To serve: Using a serrated knife, split the buns down the middle, without separating each side completely. Brush softened butter on the bun’s interior and toast until golden. Fill with the lobster salad. Serves 4.
- All fish are not created equal. Some require precision cooking, others are more forgiving, so pay attention when preparing the seafood ingredient.
- You can serve this dish with a simple side of potato chips or coleslaw.
“On the east coast especially, nothing says summertime like a traditional lobster roll. For this pairing, I suggest a white wine from New York. If you’re in the Hamptons, look no further than Wölffer’s 2010 Classic White ($15), a blend of 45% Chardonnay, 30% Riesling and 25% Gewürztraminer, with its ripe tropical fruit flavors, creamy mouthfeel and vibrant finish, making it a perfect match for seafood,” says Buzzeo. “Another option is to look to New York’s other popular wine-producing region, the Finger Lakes; the Sauvignon Blanc from visionary winemaker Steve Shaw is excellent.

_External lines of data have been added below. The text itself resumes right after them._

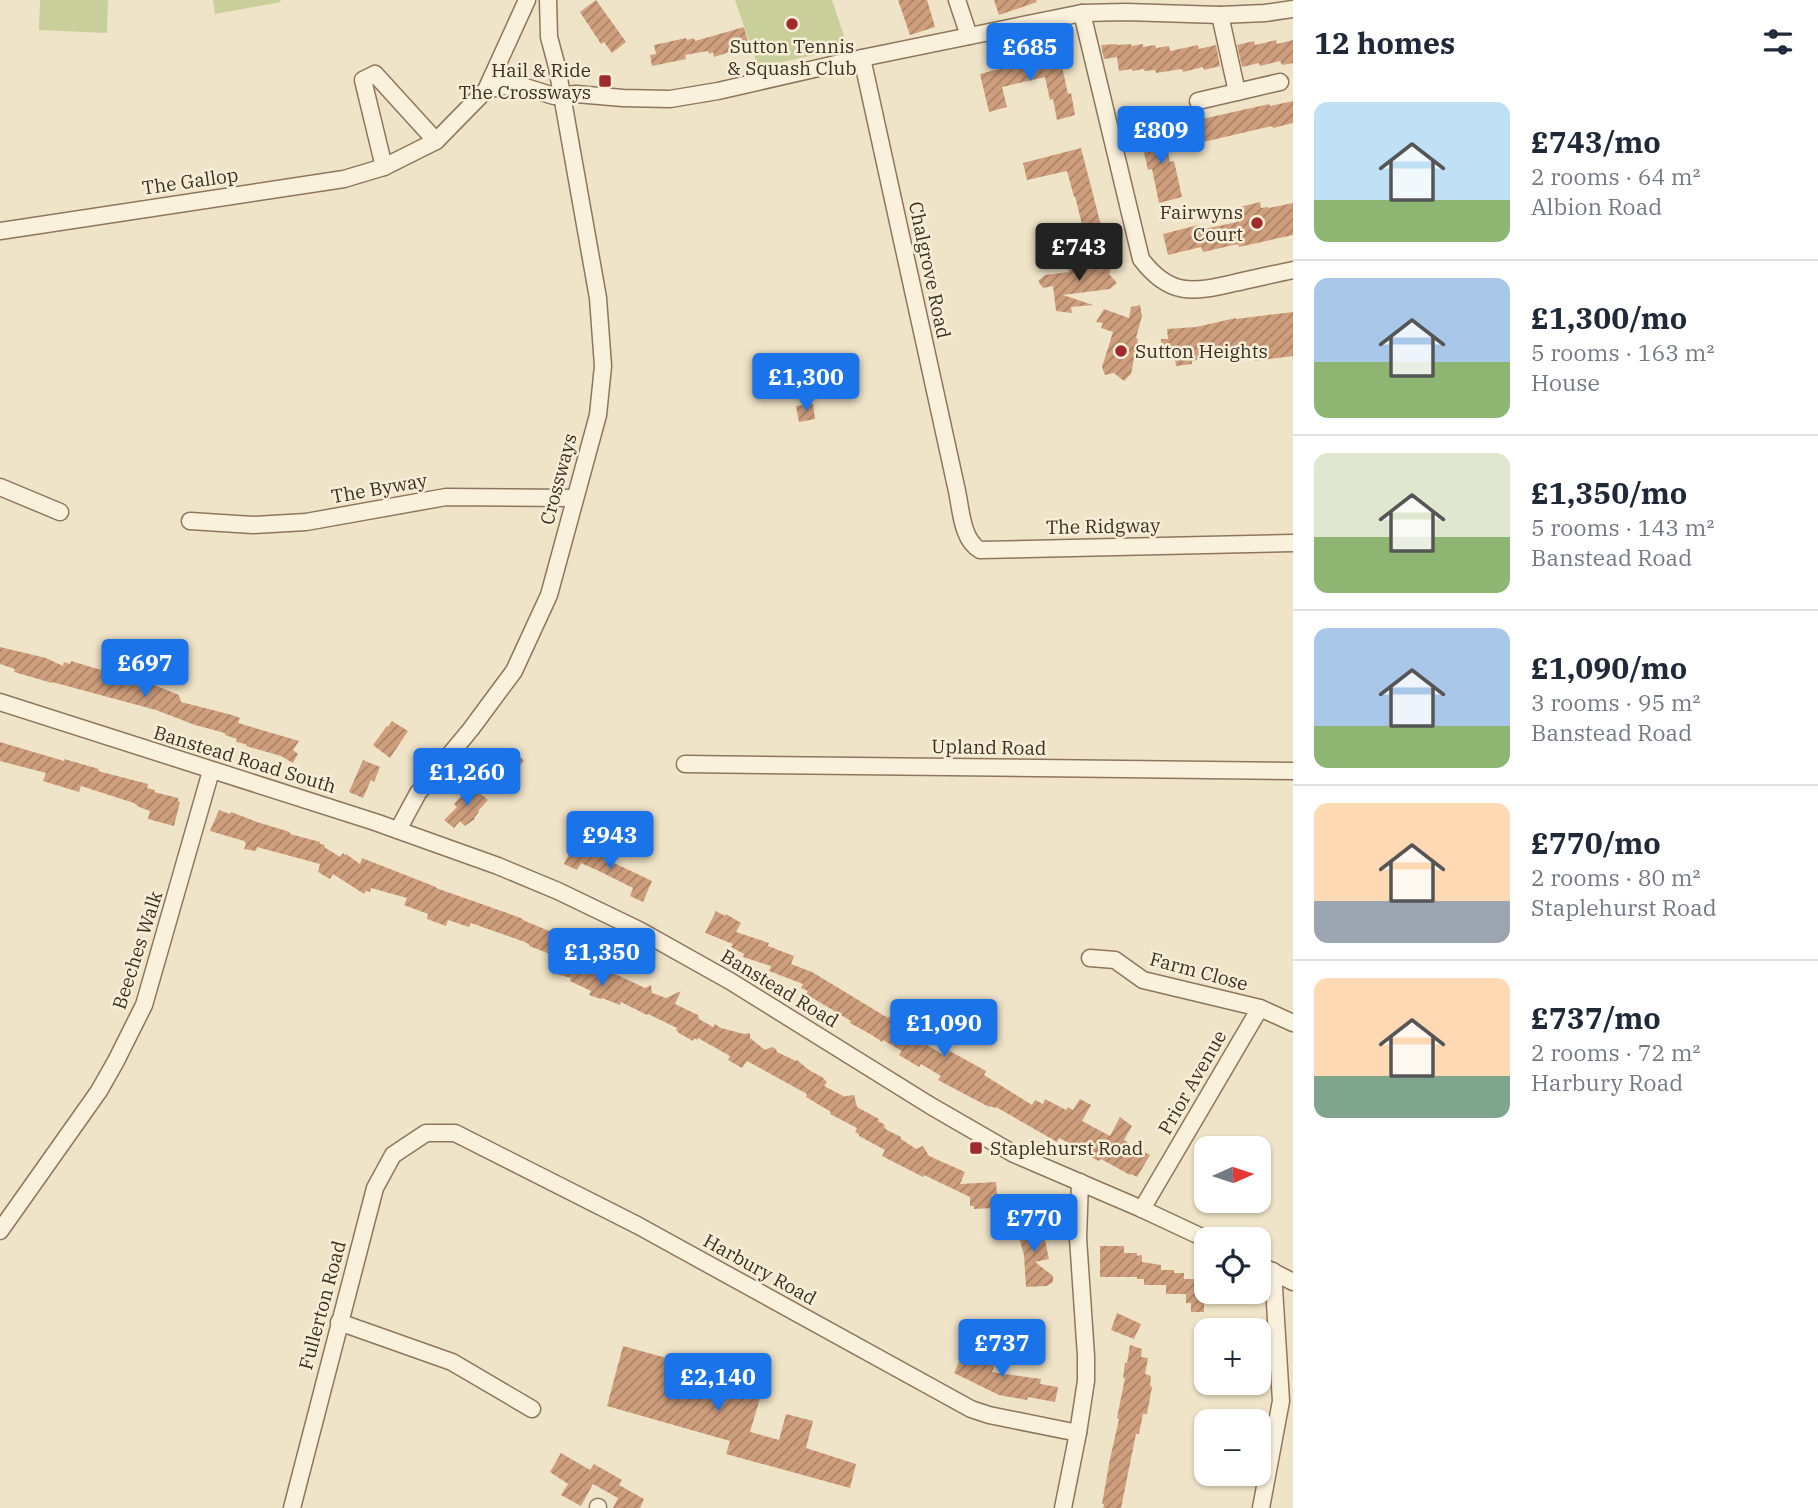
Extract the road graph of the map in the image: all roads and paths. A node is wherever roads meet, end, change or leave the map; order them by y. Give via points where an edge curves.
1 (527, 0) edge
2 (548, 0) edge
3 (957, 0) edge
4 (1263, 6) edge
5 (1168, 7) edge
6 (1293, 9) edge
7 (1082, 13) junction
8 (1220, 15) junction
9 (969, 36) junction
10 (862, 58) junction
11 (1280, 82) dead end
12 (486, 90) junction
13 (1237, 92) junction
14 (562, 95) junction
15 (1198, 101) dead end
16 (436, 141) junction
17 (384, 167) junction
18 (0, 231) edge
19 (1293, 270) edge
20 (0, 487) edge
21 (957, 492) joint
22 (575, 498) junction
23 (60, 512) dead end
24 (190, 521) dead end
25 (1293, 543) edge
26 (0, 702) edge
27 (685, 764) dead end
28 (211, 771) junction
29 (1293, 771) edge
30 (398, 830) junction
31 (1090, 958) dead end
32 (1260, 1009) junction
33 (1293, 1023) edge
34 (426, 1133) joint
35 (1080, 1182) junction
36 (1142, 1209) junction
37 (0, 1231) edge
38 (1194, 1233) edge
39 (1271, 1271) edge
40 (1293, 1282) edge
41 (1270, 1304) edge
42 (339, 1322) junction
43 (532, 1409) dead end
44 (1078, 1433) junction
45 (292, 1508) edge
46 (1063, 1508) edge
47 (1261, 1508) edge

1 - 12 street, The Gallop
2 - 14 street, Crossways via 550,39
3 - 9 street
4 - 6 street
4 - 8 street
5 - 7 street
5 - 8 street
7 - 9 street
7 - 19 street via 1141,258 1149,269 1175,287 1203,290
8 - 13 street
9 - 10 street
10 - 14 street via 670,99
10 - 21 street, Chalgrove Road
11 - 13 street
12 - 14 street via 519,85
12 - 16 street, The Gallop
13 - 15 street
14 - 22 street, Crossways via 598,298 603,366 598,415
16 - 17 street, The Gallop
16 - 17 street via 375,74 363,80
17 - 18 street, The Gallop via 320,183
20 - 23 street
21 - 25 street, The Ridgway via 968,538 980,550
22 - 24 street, The Byway via 446,497 306,522
22 - 30 street, Crossways via 549,595 514,671 418,793
26 - 28 street, Banstead Road South
27 - 29 street, Upland Road
28 - 30 street, Banstead Road South
28 - 37 street, Beeches Walk via 144,1005 99,1091
30 - 35 street, Banstead Road via 498,866 639,930 969,1129
31 - 32 street, Farm Close via 1115,960 1143,980
32 - 33 street
32 - 36 street, Prior Avenue
34 - 42 street, Fullerton Road via 393,1155 375,1188
34 - 44 street, Harbury Road via 455,1133 576,1194 971,1409
35 - 36 street, Banstead Road
35 - 44 street via 1078,1238 1086,1381
36 - 38 street, Banstead Road
39 - 40 street
41 - 47 street via 1281,1401
42 - 43 street via 452,1363
42 - 45 street, Fullerton Road
44 - 46 street

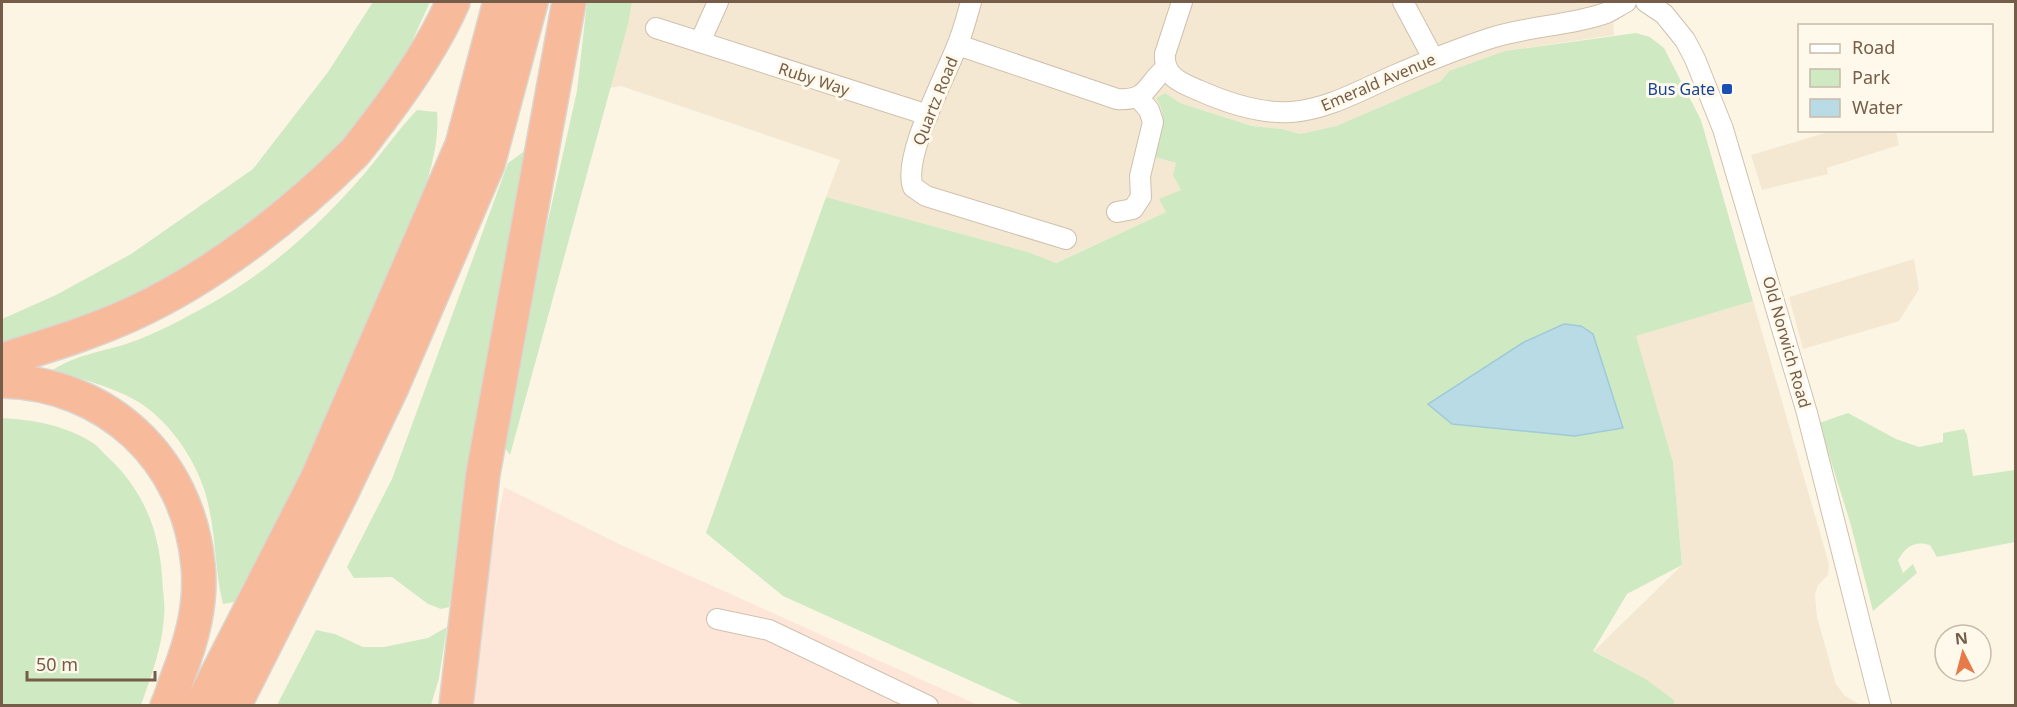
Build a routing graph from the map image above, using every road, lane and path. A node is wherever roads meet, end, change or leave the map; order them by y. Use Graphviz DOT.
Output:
graph roads {
  1 [pos="453,2"];
  2 [pos="500,2"];
  3 [pos="531,2"];
  4 [pos="569,2"];
  5 [pos="718,2"];
  6 [pos="971,2"];
  7 [pos="1182,2"];
  8 [pos="1402,2"];
  9 [pos="1626,2"];
  10 [pos="1646,2"];
  11 [pos="656,28"];
  12 [pos="700,42"];
  13 [pos="958,45"];
  14 [pos="1433,58"];
  15 [pos="1166,68"];
  16 [pos="1138,98"];
  17 [pos="928,115"];
  18 [pos="1117,212"];
  19 [pos="1066,239"];
  20 [pos="2,360"];
  21 [pos="2,381"];
  22 [pos="717,619"];
  23 [pos="167,705"];
  24 [pos="201,705"];
  25 [pos="234,705"];
  26 [pos="456,705"];
  27 [pos="928,705"];
  28 [pos="1881,705"];
  1 -- 20 [label="highway"];
  2 -- 24 [label="highway"];
  3 -- 25 [label="highway"];
  4 -- 26 [label="highway"];
  5 -- 12 [label="street"];
  6 -- 13 [label="street"];
  7 -- 15 [label="street"];
  8 -- 14 [label="street"];
  9 -- 14 [label="street, Emerald Avenue"];
  10 -- 28 [label="street, Old Norwich Road"];
  11 -- 12 [label="street, Ruby Way"];
  12 -- 17 [label="street, Ruby Way"];
  13 -- 16 [label="street, Quartz Road"];
  13 -- 17 [label="street, Quartz Road"];
  14 -- 15 [label="street, Emerald Avenue"];
  15 -- 16 [label="street"];
  16 -- 18 [label="street"];
  17 -- 19 [label="street, Quartz Road"];
  21 -- 23 [label="highway"];
  22 -- 27 [label="street"];
}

Shaw’s 2009 Sauvignon Blanc ($16) is balanced and complex with notes of ripe gooseberry and quince that mingle seamlessly with herbs, grass and a lime zest astringency, providing a nice counter to the sweet lobster meat without overwhelming the delicate flavors.”
Miner’s Lettuce, Beans, Peas and Spring Garlic
Courtesy of Ethan Stowell, executive chef and owner of Seattle restaurants Tavolàta, How to Cook a Wolf, Anchovies & Olives and Staple & Fancy Mercantile.
1½ pounds fava beans, shucked
1 cup English peas, shucked
2 stalks spring garlic, stem only (reserve bulb for another use)
½ cup plus 2 tablespoons extra-virgin olive oil
Kosher salt, to taste
¼ cup white balsamic vinegar
2 tablespoons water
1 fresh egg yolk
1 teaspoon Dijon mustard
½ cup canola oil
6 cups loosely packed miner’s lettuce
Pecorino Toscano, for serving
For the fava beans and peas: Bring a large pot of water to a boil and prepare an ice-water bath. Blanch the fava beans for 1 to 2 minutes to loosen skins, then quickly strain and submerge in the ice-water bath. Slip off the skins and then drain thoroughly before setting aside. Repeat the process with the peas.
For the spring garlic: Thinly slice the stems of the garlic. Heat 2 tablespoons of the olive oil in a skillet over low heat and sauté the garlic for 10 minutes, then sprinkle with kosher salt.
For the vinaigrette: In a food processor bowl or blender, combine the vinegar, water, egg yolk, mustard and a pinch of salt in a blender bowl. Pulse to combine. In a slow, steady stream, add the canola oil and the remaining olive oil to form an emulsion.
To serve: Place the lettuce, fava beans and peas in a medium bowl and top with the fried garlic chips. Add enough vinaigrette to lightly coat the vegetables and greens, tossing gently to combine. Divide among four plates and, using a vegetable peeler, shave pecorino Toscano on top. Serve immediately. Serves 4.
- Head to the farmers' market for fresh produce. Spring garlic, fava beans and English peas are in season.
- If you're grilling the main course, grill the vegetables too and serve them all on a tray.
- There's no rule in any book that says anything has to be served piping hot. Now is a good time for room-temperature salads and vegetables.
“This is an interesting recipe with a lot of different flavors and textures. When going with a vegetarian dish or an intricate and flavorful salad like this, I tend to opt for a dry rosé,” Buzzeo recommends. “The subtle sweet red berry flavors in the wine will complement the English peas and delicate tannins and structure will play nicely with the earthy fava beans. The wine’s moderate acidity will balance the vinaigrette. If you choose a wine with low acidity, the dressing will only seem all the more tart and jarring. Try one from the Pacific Northwest, like the Tranche 2010 Pink Pape Dry Rosé from Walla Walla Valley ($16) or the Barnard Griffin 2010 Rosé of Sangiovese from Columbia Valley ($12).”